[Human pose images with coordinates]
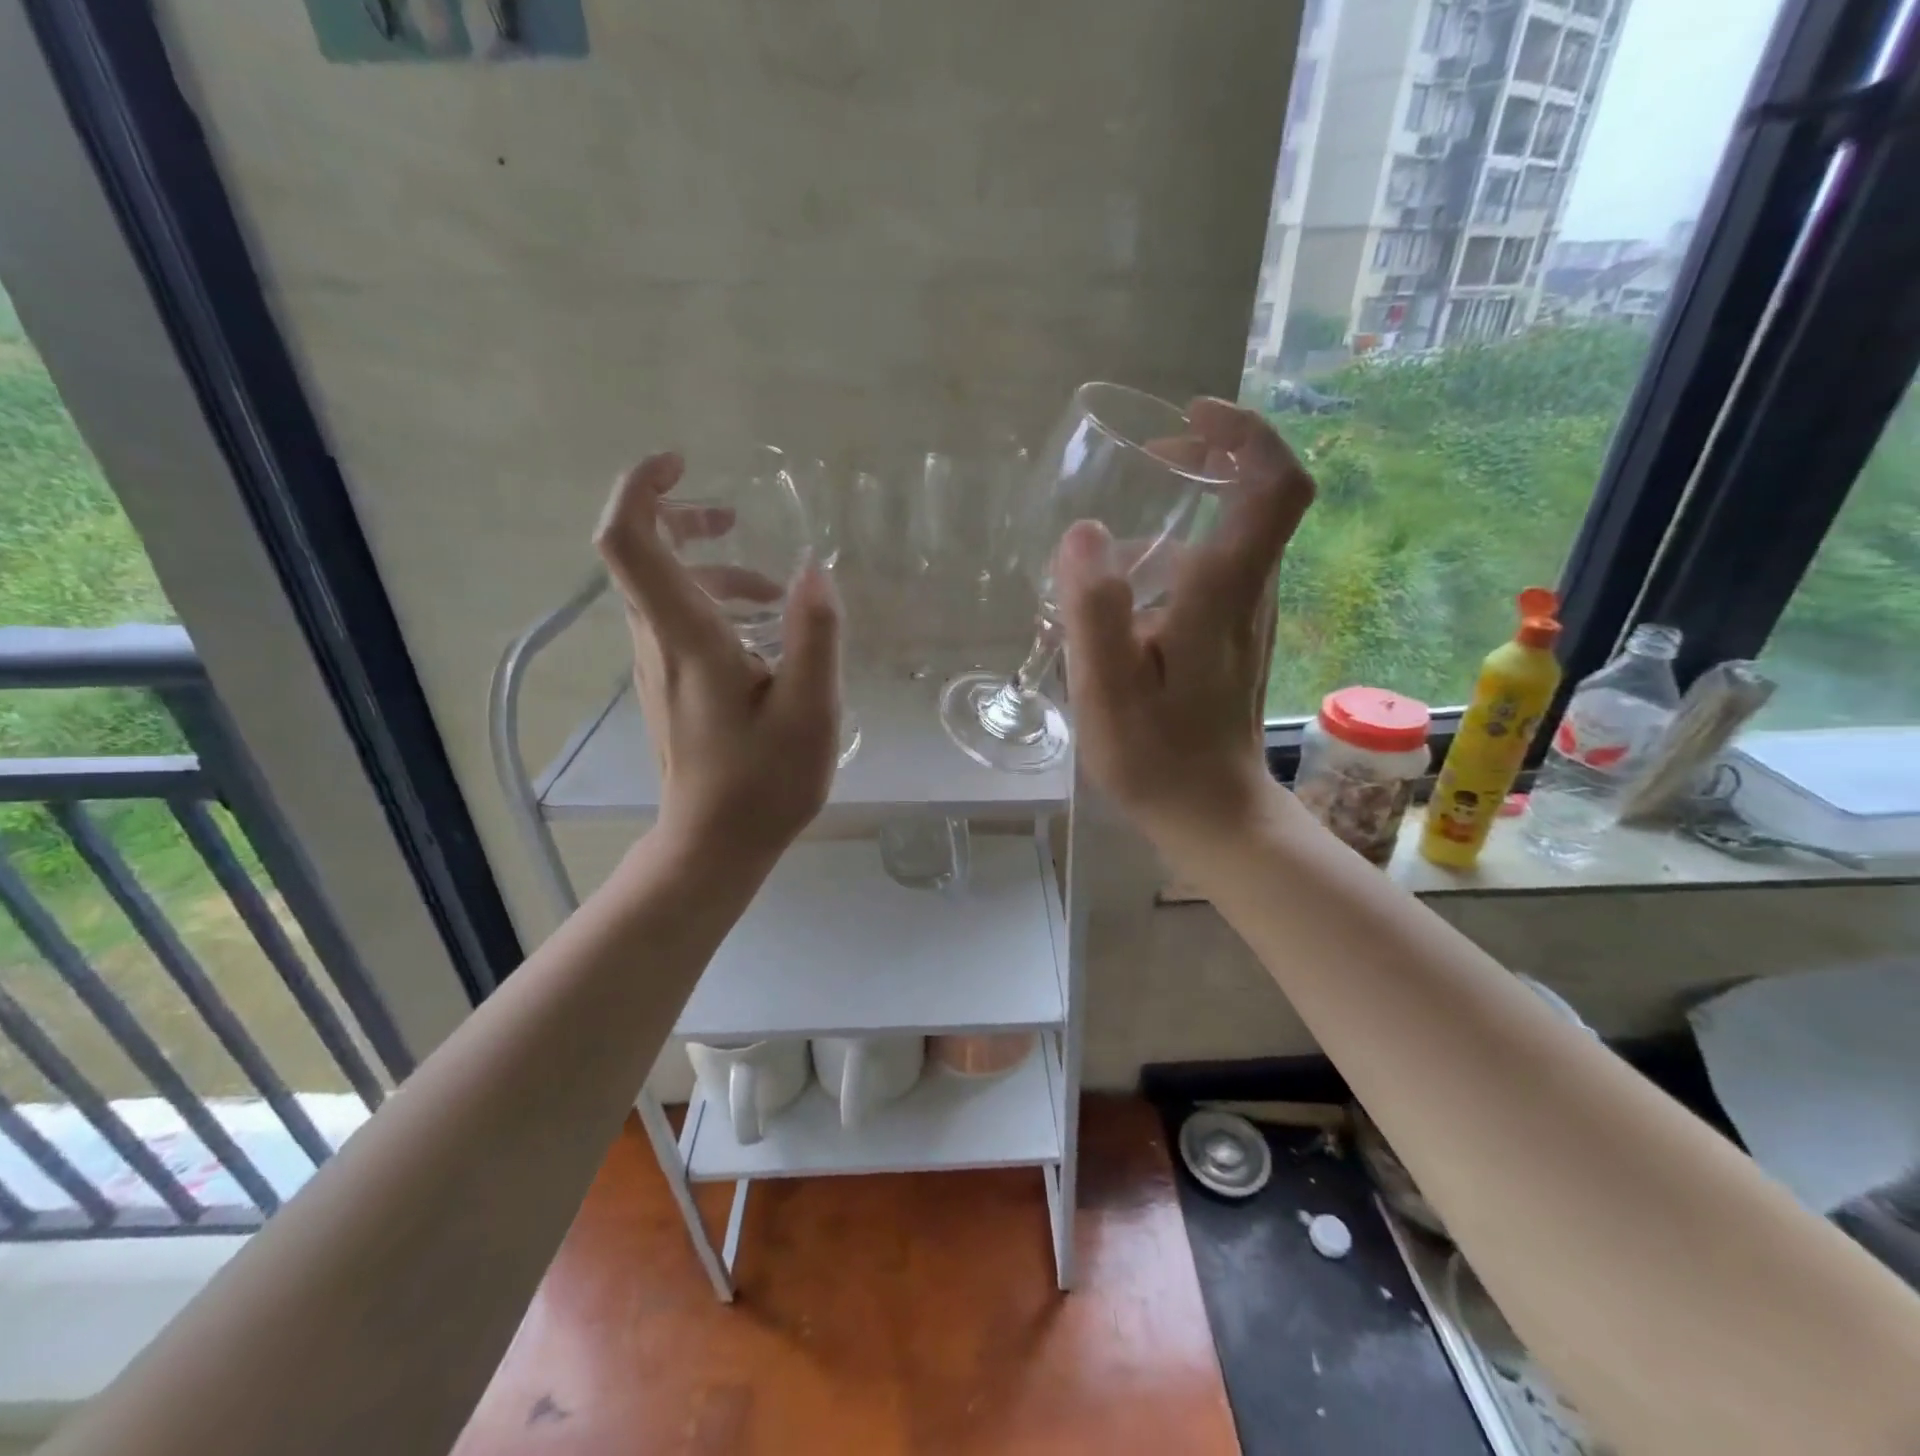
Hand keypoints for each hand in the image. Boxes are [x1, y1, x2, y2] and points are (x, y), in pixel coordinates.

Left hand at [593, 452, 841, 859]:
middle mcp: (657, 643)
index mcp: (686, 638)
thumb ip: (815, 635)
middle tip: (736, 519)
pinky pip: (678, 623)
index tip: (684, 466)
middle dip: (684, 521)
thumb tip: (813, 570)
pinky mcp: (669, 688)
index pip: (629, 542)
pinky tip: (766, 638)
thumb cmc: (764, 782)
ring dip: (713, 571)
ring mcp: (657, 667)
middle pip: (641, 556)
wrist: (714, 845)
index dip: (642, 489)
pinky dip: (715, 606)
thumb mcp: (810, 709)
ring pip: (665, 592)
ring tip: (776, 596)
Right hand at [1054, 398, 1314, 846]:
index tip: (1191, 421)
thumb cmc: (1158, 758)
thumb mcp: (1109, 690)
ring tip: (1142, 499)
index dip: (1246, 434)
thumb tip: (1084, 532)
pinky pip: (1228, 565)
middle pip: (1264, 498)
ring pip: (1246, 531)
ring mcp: (1250, 618)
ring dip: (1206, 496)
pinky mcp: (1237, 639)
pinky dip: (1197, 538)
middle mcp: (1252, 594)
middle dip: (1217, 455)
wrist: (1214, 815)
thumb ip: (1095, 611)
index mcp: (1225, 593)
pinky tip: (1144, 570)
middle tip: (1152, 458)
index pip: (1275, 486)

**Task instructions**
Every record must be copied exactly, with the pictures left out.

**The answer**
Hand keypoints for each hand in the image. Boxes are [x1, y1, x2, y2] and points are (x, y), in pixel coordinates.

Left hand at [593, 452, 841, 859]:
middle mcp: (657, 643)
index mcp: (686, 638)
thumb ip: (815, 635)
middle tip: (736, 519)
pinky pip: (678, 623)
index tip: (684, 466)
middle dip: (684, 521)
thumb tip: (813, 570)
pinky mcp: (669, 688)
index pip: (629, 542)
pinky tip: (766, 638)
thumb cmc: (764, 782)
ring dip: (713, 571)
ring mcp: (657, 667)
middle pip: (641, 556)
wrist: (714, 845)
index dip: (642, 489)
pinky dip: (715, 606)
thumb mcp: (810, 709)
ring pip: (665, 592)
ring tip: (776, 596)
Right hand at [1054, 398, 1314, 846]:
index tip: (1191, 421)
thumb cmc: (1158, 758)
thumb mcp: (1109, 690)
ring tip: (1142, 499)
index dip: (1246, 434)
thumb tip: (1084, 532)
pinky pip: (1228, 565)
middle pip: (1264, 498)
ring pip: (1246, 531)
ring mcp: (1250, 618)
ring dip: (1206, 496)
pinky mcp: (1237, 639)
pinky dip: (1197, 538)
middle mcp: (1252, 594)
middle dip: (1217, 455)
wrist: (1214, 815)
thumb ip: (1095, 611)
index mcp: (1225, 593)
pinky tip: (1144, 570)
middle tip: (1152, 458)
index pip: (1275, 486)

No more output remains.